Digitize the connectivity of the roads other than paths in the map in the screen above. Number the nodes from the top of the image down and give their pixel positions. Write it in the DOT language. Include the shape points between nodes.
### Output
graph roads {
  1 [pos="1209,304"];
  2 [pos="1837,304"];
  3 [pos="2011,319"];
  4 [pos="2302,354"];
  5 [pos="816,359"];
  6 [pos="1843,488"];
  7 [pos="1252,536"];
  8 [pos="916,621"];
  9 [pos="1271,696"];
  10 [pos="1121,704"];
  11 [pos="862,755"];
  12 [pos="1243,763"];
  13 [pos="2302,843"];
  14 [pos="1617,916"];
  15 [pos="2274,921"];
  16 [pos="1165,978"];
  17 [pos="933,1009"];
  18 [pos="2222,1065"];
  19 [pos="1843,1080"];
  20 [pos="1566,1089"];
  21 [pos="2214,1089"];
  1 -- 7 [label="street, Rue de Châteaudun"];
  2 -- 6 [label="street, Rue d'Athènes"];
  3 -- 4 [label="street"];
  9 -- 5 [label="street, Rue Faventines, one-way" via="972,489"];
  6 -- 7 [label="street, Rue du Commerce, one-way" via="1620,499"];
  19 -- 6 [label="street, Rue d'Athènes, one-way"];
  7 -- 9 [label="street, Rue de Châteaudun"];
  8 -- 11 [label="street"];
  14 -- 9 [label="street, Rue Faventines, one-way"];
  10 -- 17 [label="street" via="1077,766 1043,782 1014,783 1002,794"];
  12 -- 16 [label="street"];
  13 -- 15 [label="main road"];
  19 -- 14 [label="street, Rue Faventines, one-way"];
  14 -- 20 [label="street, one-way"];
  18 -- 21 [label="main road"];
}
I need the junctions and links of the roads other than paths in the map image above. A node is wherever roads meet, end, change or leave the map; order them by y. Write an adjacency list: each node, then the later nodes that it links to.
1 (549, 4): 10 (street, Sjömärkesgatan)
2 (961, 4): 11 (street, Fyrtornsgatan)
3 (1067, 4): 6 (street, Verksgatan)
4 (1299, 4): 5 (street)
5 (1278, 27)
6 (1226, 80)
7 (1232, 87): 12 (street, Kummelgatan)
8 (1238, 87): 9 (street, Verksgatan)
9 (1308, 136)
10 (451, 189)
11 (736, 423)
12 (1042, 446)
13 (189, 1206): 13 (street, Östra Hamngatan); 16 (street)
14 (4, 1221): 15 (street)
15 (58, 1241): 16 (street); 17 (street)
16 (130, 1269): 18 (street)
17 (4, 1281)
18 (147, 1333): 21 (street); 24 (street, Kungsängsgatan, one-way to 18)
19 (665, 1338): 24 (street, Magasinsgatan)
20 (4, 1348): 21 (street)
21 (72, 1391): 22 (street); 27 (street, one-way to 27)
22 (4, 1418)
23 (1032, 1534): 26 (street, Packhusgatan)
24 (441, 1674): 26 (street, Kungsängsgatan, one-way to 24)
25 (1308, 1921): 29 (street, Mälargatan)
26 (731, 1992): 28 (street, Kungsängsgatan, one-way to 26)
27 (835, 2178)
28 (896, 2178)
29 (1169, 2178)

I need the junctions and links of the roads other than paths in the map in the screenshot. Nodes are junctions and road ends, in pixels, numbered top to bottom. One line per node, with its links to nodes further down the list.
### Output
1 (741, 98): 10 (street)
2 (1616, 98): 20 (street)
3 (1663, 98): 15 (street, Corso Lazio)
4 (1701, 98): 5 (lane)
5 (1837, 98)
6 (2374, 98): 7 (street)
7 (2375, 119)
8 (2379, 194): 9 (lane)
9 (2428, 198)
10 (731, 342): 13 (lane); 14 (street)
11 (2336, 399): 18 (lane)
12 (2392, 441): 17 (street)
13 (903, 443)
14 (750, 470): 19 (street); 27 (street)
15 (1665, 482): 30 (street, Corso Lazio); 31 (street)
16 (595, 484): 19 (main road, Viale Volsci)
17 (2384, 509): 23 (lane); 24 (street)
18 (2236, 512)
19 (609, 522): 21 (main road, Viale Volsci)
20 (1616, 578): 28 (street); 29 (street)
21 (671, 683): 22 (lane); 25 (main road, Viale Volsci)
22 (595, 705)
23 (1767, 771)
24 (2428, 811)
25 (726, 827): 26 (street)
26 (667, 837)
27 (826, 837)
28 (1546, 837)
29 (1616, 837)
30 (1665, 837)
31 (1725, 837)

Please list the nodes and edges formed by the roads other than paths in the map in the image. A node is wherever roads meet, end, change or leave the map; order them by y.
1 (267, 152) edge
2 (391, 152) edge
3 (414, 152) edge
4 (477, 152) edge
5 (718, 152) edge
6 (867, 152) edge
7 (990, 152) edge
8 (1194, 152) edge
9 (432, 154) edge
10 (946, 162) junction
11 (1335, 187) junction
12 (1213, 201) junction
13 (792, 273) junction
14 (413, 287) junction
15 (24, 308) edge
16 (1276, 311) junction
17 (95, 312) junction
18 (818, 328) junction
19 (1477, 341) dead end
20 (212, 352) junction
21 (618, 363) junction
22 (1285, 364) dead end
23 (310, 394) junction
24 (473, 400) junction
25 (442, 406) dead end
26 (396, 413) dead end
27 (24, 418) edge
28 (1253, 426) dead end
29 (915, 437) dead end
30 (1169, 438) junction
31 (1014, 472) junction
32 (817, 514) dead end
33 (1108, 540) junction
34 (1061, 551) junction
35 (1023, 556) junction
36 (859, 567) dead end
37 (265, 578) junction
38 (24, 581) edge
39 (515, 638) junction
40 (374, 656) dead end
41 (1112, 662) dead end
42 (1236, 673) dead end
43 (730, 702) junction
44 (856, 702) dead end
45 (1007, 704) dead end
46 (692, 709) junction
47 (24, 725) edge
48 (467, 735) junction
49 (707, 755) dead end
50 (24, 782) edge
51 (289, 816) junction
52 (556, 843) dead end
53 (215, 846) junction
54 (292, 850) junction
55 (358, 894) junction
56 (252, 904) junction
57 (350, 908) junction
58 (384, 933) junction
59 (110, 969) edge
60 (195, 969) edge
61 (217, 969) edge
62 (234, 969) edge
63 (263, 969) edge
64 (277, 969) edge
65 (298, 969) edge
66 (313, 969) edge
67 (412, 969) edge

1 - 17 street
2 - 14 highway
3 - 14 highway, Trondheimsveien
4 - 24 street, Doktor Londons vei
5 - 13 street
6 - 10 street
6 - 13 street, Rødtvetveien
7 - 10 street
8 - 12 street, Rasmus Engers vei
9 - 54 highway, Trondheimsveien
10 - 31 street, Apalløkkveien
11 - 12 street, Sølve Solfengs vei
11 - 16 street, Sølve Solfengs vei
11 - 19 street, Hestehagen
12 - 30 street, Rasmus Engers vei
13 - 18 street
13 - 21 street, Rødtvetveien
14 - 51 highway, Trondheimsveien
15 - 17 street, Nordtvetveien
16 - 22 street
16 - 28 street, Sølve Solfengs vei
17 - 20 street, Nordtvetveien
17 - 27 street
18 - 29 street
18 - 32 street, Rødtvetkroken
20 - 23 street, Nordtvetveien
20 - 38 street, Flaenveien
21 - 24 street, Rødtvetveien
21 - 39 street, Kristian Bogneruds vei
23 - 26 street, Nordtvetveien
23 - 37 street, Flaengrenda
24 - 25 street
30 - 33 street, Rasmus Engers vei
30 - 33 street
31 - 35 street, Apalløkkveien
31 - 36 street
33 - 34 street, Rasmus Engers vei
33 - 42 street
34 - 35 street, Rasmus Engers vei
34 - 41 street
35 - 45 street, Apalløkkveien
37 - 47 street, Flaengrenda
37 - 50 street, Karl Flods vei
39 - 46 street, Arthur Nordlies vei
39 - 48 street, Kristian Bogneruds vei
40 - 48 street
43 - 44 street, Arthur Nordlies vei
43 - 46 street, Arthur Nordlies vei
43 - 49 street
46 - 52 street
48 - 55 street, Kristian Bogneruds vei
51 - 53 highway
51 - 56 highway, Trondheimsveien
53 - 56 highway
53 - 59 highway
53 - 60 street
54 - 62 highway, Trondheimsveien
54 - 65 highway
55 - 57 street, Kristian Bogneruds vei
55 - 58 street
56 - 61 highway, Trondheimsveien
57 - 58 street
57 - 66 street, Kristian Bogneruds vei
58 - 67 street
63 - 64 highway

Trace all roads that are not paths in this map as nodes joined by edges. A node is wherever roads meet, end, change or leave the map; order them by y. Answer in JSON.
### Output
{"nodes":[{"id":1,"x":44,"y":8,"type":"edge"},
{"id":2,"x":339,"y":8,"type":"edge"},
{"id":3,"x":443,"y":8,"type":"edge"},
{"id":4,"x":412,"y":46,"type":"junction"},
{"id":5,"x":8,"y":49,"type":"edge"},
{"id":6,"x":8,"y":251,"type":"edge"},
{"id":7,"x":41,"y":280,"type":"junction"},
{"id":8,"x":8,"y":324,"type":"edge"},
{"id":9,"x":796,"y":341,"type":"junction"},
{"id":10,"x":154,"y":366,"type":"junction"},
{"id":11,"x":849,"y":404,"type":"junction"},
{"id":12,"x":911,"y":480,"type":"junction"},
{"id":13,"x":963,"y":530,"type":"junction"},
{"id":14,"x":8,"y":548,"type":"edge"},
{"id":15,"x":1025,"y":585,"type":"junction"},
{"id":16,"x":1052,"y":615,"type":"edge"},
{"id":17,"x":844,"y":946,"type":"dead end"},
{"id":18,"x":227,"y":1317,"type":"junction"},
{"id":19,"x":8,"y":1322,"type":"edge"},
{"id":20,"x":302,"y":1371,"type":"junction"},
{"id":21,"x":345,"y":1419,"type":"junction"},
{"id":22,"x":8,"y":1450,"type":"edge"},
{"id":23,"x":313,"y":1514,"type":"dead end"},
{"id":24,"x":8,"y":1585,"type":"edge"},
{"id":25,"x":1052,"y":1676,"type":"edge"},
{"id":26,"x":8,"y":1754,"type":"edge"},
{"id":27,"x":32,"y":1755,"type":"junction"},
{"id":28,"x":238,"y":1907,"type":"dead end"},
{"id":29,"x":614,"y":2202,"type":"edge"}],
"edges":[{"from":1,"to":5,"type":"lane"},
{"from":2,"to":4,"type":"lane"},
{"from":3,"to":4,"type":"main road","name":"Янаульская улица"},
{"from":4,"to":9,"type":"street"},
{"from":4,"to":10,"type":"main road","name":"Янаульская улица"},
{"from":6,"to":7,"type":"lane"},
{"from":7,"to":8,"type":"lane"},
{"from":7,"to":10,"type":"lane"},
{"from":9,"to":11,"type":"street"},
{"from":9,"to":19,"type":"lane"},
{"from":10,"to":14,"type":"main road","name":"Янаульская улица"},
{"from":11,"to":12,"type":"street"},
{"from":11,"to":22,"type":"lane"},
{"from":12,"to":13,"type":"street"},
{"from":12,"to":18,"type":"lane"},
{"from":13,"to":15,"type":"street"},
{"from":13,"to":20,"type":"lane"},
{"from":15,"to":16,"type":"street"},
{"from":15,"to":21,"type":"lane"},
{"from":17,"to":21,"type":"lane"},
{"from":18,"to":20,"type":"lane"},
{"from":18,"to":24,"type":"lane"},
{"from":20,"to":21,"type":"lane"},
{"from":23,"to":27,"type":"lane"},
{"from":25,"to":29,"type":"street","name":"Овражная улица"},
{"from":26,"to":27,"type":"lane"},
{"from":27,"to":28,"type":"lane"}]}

■ To do
Answer with a number only: how many lines above include the word "Rasmus"?

■ Answer to this exercise
5